What you need to do = Reproduce exactly, from the data that follows, the line with "ring dip: (224, 261)", the line with "thumb cmc: (349, 334)", and every line that lies between them.

(Stored dataset items)
= Beginning of Section =

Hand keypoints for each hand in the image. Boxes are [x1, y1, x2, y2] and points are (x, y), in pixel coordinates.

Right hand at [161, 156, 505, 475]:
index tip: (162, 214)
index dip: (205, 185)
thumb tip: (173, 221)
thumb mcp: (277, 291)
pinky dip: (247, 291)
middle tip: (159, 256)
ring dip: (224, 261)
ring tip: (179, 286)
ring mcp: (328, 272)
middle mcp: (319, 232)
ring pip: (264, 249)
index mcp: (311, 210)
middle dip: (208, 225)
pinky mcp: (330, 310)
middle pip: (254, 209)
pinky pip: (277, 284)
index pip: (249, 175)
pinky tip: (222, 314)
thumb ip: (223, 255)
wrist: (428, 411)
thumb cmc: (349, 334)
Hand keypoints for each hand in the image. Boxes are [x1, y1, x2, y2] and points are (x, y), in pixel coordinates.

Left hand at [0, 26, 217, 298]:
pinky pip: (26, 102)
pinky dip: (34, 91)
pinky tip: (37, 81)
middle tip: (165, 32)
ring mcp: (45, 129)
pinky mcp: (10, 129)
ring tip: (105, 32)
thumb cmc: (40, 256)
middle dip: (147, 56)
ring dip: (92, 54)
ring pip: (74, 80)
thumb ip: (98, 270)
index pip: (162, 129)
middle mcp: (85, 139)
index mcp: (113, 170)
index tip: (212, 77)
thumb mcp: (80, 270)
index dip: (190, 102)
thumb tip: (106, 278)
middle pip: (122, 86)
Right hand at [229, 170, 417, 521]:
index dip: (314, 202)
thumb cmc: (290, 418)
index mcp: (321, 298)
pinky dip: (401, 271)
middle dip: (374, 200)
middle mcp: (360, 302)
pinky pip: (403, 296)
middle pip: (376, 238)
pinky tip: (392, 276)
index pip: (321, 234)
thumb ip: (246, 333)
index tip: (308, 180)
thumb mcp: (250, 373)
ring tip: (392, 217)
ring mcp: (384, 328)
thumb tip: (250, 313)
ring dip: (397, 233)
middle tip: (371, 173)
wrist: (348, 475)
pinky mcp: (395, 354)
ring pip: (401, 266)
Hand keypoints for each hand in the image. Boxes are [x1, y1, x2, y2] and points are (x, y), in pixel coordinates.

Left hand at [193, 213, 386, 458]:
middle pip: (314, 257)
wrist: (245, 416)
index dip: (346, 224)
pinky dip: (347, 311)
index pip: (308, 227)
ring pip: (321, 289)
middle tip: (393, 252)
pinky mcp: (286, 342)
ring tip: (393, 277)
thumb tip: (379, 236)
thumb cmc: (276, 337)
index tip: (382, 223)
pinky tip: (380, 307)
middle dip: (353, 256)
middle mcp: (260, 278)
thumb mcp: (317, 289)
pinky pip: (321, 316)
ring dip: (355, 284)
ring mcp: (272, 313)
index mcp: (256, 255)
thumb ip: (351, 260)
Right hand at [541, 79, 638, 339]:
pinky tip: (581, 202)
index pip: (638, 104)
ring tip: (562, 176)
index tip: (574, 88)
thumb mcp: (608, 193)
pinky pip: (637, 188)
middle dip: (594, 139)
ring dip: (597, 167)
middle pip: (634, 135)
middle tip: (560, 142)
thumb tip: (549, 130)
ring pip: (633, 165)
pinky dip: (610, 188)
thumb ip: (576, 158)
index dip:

= End of Section =
= Beginning of Section =

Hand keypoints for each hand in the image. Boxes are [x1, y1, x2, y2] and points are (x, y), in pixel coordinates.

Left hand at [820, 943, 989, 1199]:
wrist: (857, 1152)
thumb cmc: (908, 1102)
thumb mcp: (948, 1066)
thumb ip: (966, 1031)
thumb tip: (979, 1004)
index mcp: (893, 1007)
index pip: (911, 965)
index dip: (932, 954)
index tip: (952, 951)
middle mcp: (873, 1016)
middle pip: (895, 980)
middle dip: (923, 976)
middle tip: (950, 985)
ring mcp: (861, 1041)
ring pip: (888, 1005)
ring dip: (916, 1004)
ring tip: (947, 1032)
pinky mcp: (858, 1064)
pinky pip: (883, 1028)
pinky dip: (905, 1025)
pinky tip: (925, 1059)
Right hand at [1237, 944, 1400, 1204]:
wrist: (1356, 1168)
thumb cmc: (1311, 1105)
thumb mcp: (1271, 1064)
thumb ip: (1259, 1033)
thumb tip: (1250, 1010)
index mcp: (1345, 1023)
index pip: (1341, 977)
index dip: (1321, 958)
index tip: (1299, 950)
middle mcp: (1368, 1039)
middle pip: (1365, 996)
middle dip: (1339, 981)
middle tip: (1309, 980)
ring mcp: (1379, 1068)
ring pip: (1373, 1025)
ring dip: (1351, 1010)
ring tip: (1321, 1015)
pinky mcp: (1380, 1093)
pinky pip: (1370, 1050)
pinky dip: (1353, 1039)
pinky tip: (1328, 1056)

= End of Section =
= Beginning of Section =

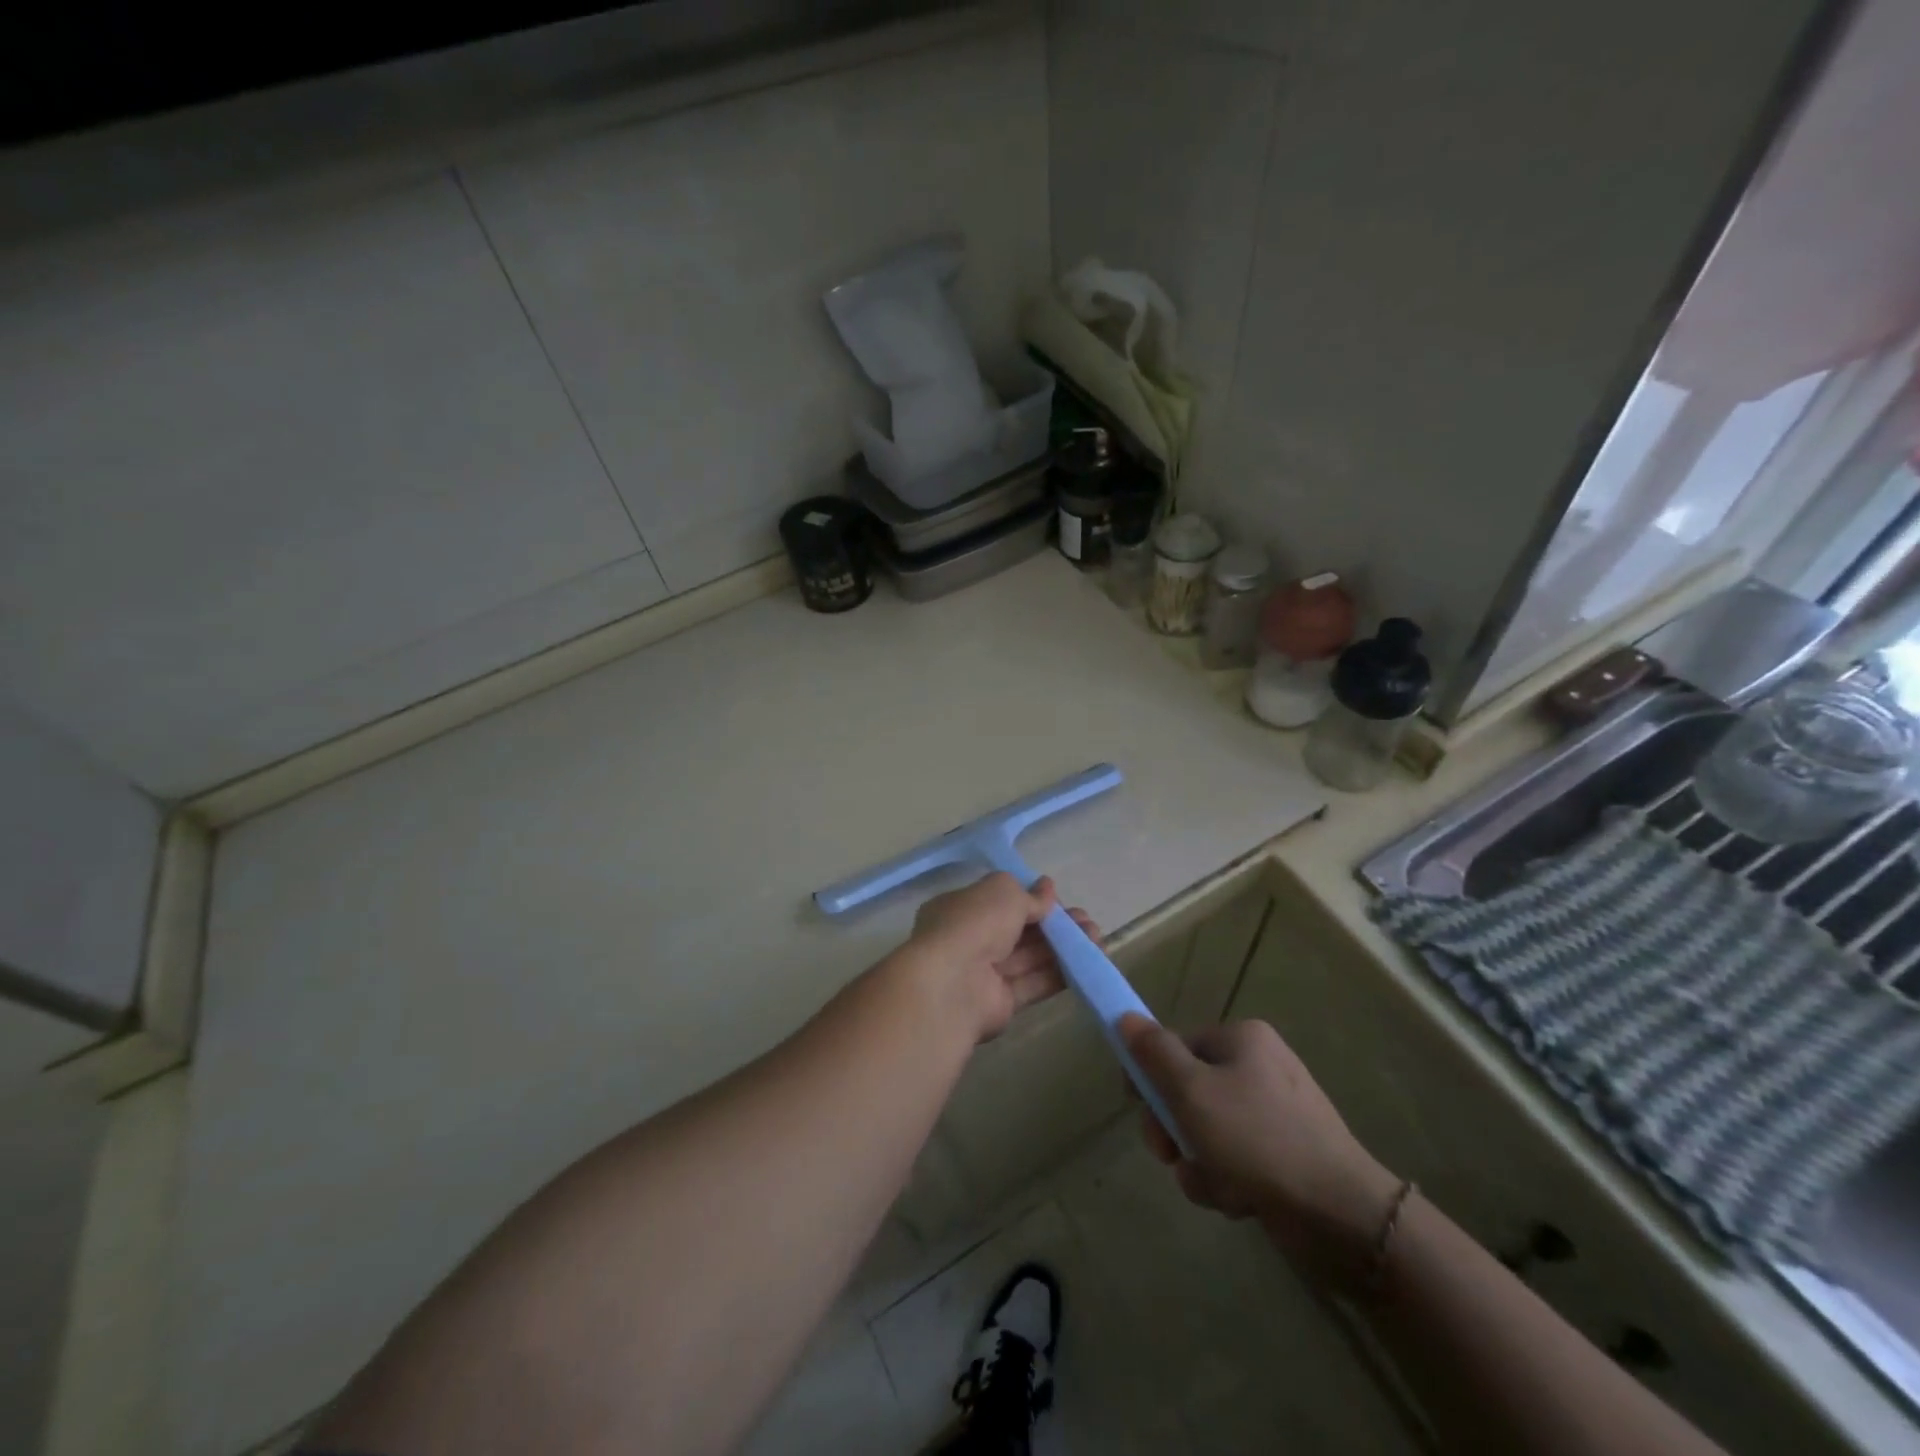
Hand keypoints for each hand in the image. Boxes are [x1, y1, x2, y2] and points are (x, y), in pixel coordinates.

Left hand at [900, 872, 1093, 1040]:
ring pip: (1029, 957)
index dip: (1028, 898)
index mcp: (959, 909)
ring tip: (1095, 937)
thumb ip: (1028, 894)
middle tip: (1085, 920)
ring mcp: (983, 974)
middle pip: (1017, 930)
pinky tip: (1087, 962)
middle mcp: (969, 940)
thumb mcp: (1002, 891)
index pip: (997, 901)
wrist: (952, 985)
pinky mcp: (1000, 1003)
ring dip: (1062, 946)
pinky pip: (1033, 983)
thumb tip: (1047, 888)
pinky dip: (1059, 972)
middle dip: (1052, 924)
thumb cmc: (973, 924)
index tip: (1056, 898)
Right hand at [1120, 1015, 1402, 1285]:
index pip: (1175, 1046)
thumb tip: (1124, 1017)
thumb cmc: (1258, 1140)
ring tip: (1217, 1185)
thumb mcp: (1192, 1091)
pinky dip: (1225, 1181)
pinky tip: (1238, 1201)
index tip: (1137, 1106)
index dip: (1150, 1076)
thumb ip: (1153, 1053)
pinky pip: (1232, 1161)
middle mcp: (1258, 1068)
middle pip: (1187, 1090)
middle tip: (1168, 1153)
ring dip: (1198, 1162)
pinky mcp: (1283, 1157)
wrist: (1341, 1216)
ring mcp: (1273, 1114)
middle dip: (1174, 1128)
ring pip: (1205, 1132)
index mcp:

= End of Section =

Exercise result =
ring dip: (224, 261)
ring tip: (179, 286)
ring mcp: (328, 272)
middle mcp: (319, 232)
ring pip: (264, 249)
index mcp: (311, 210)
middle dip: (208, 225)
pinky mcp: (330, 310)
middle pip: (254, 209)
pinky pip: (277, 284)
index pip: (249, 175)
pinky tip: (222, 314)
thumb ip: (223, 255)
wrist: (428, 411)
thumb cmc: (349, 334)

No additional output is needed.